Going undetected for years, thanks in part to the perpetual storm clouds that surround it, Skull Island is no ordinary island. Within moments of arriving, the excursion led by Colonel Packard (Samuel L. Jackson), which also includes former British spy turned freelance tracker, James Conrad (Tom Hiddleston), and a war photo journalist, Mason Weaver (Brie Larson), quickly learn that Kong does not care for visitors; especially those bombing his land in the name of science.

While Colonel Packard immediately makes it his personal mission to avenge the soldiers that have fallen at the hands of Kong, it is clear to everyone else that there are even more dangers to worry about on Skull Island than its ape protector.

Continuing the trend of blockbuster reboots of cult monster franchises, a resurgence that started with 2014’s Godzilla, Kong: Skull Island is an entertaining ride that never takes itself too seriously. The film is filled with strong visual effects and the action sequences are quite thrilling.

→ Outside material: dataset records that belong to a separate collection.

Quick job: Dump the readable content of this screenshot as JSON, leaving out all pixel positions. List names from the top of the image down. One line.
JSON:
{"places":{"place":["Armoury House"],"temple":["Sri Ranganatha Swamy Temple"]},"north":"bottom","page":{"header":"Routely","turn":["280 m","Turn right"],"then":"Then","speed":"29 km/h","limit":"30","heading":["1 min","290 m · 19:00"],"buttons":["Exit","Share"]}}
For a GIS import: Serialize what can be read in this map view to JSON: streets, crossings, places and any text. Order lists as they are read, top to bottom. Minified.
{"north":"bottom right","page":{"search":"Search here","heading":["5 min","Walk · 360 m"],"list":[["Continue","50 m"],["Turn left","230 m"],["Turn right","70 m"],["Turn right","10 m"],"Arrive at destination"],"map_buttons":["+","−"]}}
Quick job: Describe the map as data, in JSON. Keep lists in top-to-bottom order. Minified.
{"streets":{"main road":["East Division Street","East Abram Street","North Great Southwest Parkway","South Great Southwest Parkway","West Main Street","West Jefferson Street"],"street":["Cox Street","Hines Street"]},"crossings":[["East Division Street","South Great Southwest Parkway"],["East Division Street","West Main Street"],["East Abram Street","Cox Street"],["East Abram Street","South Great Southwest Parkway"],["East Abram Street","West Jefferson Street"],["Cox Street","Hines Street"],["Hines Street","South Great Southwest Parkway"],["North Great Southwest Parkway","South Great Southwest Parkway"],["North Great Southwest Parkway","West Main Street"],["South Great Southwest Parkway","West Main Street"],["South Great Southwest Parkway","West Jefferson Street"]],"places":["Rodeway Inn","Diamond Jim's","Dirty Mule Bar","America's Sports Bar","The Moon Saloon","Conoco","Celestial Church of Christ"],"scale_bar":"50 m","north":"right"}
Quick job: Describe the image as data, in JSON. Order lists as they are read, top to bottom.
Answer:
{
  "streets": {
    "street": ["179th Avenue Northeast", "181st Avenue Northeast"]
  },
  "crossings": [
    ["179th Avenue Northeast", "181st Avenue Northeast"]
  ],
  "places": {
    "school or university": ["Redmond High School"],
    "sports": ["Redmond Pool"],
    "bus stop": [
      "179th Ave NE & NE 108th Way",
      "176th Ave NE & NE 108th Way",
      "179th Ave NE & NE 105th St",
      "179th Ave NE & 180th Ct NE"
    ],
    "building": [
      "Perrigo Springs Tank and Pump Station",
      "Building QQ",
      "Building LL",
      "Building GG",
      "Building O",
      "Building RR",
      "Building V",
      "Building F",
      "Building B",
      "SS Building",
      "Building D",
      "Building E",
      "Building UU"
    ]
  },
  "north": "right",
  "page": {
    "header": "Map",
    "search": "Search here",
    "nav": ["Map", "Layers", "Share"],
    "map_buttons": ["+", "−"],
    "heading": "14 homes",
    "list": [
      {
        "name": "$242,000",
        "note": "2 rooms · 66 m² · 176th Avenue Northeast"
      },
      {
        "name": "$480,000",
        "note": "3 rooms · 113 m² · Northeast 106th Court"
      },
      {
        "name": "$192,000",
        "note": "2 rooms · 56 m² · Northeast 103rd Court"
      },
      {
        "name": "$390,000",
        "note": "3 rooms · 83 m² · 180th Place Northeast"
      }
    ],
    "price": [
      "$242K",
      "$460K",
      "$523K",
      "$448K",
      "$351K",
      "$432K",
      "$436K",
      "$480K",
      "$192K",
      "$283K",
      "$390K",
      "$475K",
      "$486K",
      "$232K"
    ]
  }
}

However, the true highlight of the film is John C. Reilly’s turn as Hank Marlow, a World War II fighter pilot who crashed landed on the island 28 years earlier. Reilly brings just the right level of humour and heart to the film. It can be argued that Marlow is a more well-rounded character than Conrad and Weaver combined.

Reilly’s great work also highlights one of the central flaws with the film; there are simply too many characters in the film. Many of the supporting characters are underdeveloped, or serve no other purpose than to be food for whatever giant freak of nature happens to inhabit a given area at the time. This also impacts the chemistry between Hiddleston and Larson’s characters, as we hardly get to know much about them outside of the fact that they can look like cover models in even the harshest of jungle terrains.

While the post-credit sequence hints at an epic monster franchise crossover film down the line, Kong: Skull Island is more than worthy of standing on its own legs. It is an entertaining blockbuster that is worth going ape over.